Ces rencontres et bavardages, de jardin en cocktail, de la réalité aux fantasmes d'Alain sur sa mère ou à ceux de Charles sur Staline m'ont bien divertie en ce sens qu'ils allient toujours fantaisie et profondeur. Une chimère vient toujours caresser un concept profond et le lecteur s'amuse et dans le même temps, réfléchit à des choses importantes. Je remarque cependant que c'est un univers totalement masculin. La Franck (quel nom encore!) évoquée au cours du récit n'est qu'un personnage d'arrière plan. La bonne portugaise a plus de réalité, mais dans un rôle si inférieur... Qu'ils se prétendent séducteurs ou non, la vision de ces hommes m'a parue étonnamment limitée à un monde masculin. Je pense que beaucoup d'hommes de la génération de Kundera ont vécu mentalement dans ce monde tronqué. Ils n'en sont généralement pas conscients mais c'est un fait.
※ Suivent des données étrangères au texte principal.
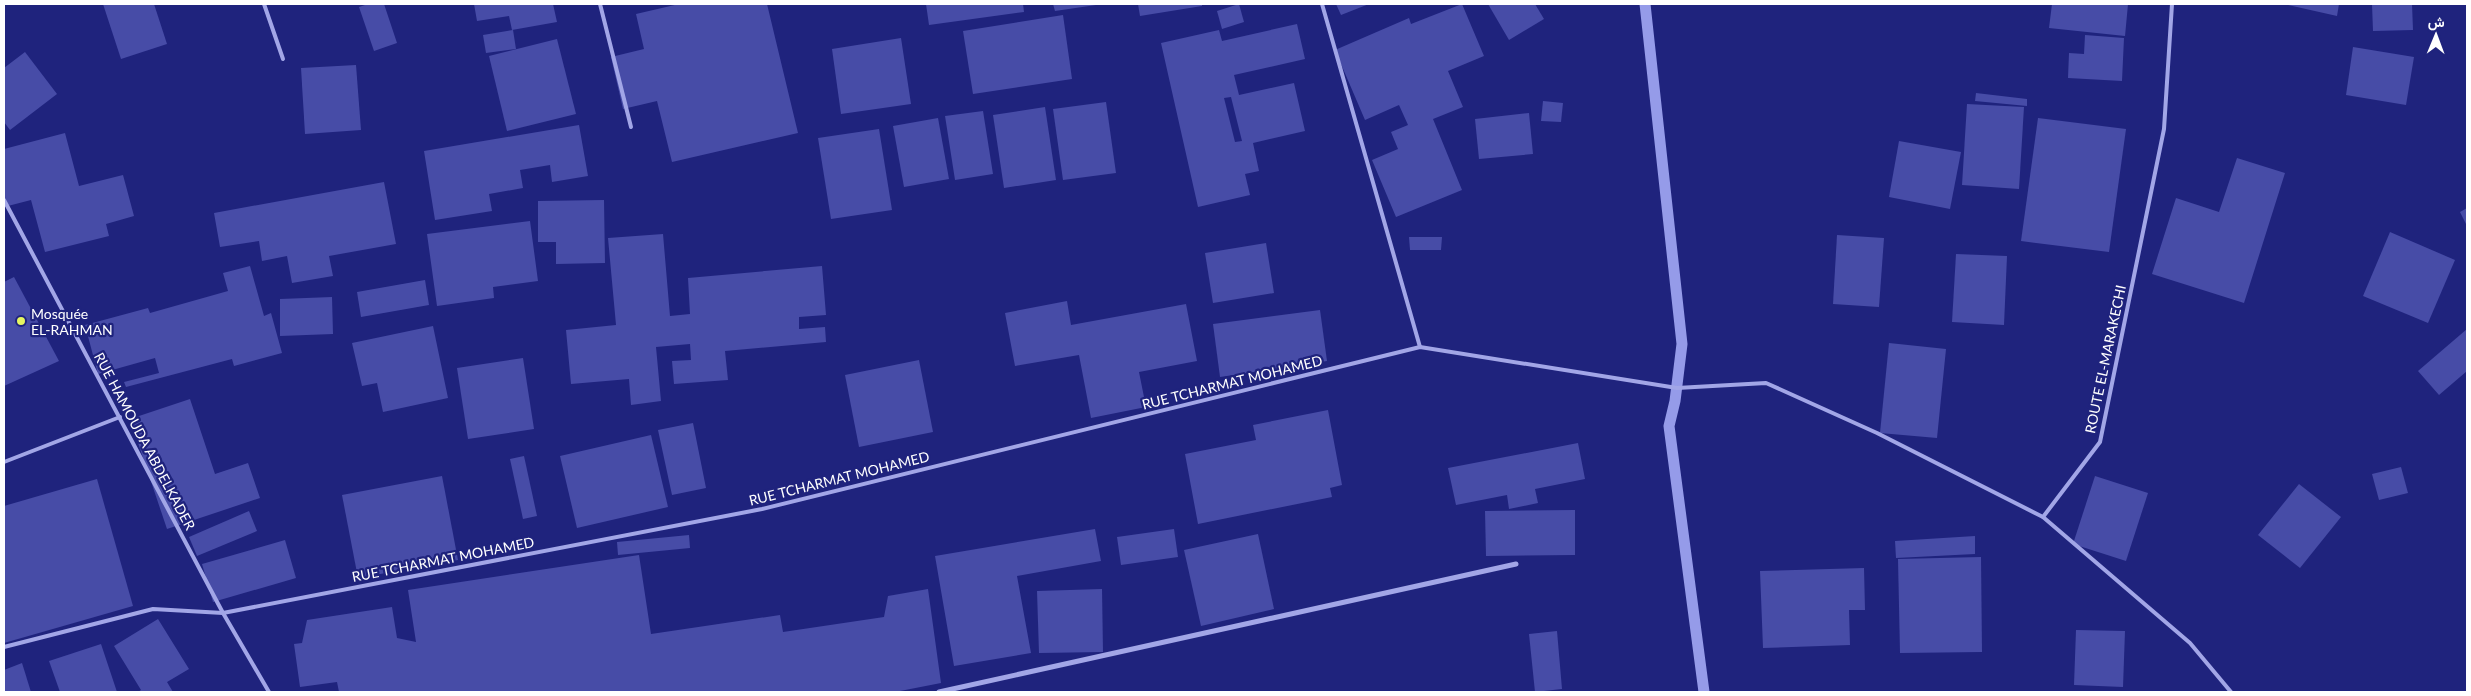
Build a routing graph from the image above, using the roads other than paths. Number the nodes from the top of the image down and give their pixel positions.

Quand Kundera est mort, j'ai réalisé que je ne l'avais jamais lu, je pense que c'était plus ou moins parce que je craignais de m'ennuyer. Je me suis alors dit qu'il fallait tout de même que j'en lise au moins un et le hasard des bibliothèques a mis sous ma main cette « Fête de l'insignifiance" au joli titre (mais ils le sont tous chez Kundera) et qui avait l'avantage d'être court, ainsi si je m'ennuyais, je ne m’ennuierais pas longtemps. Mais ce fut le contraire qui se passa, une fois tournée la dernière pages, j'ai dû constater que je n'en avais pas eu assez, je désirais lire encore Kundera et j'ai donc enchaîné avec "La lenteur" dont je vous parlerai bientôt.

Moralité : Lisez au moins un roman de Kundera.


"Respirez, D'Ardelo, mon ami, respirez cette insignifiance qui nous entoure, elle est la clé de la sagesse, elle est la clé de la bonne humeur."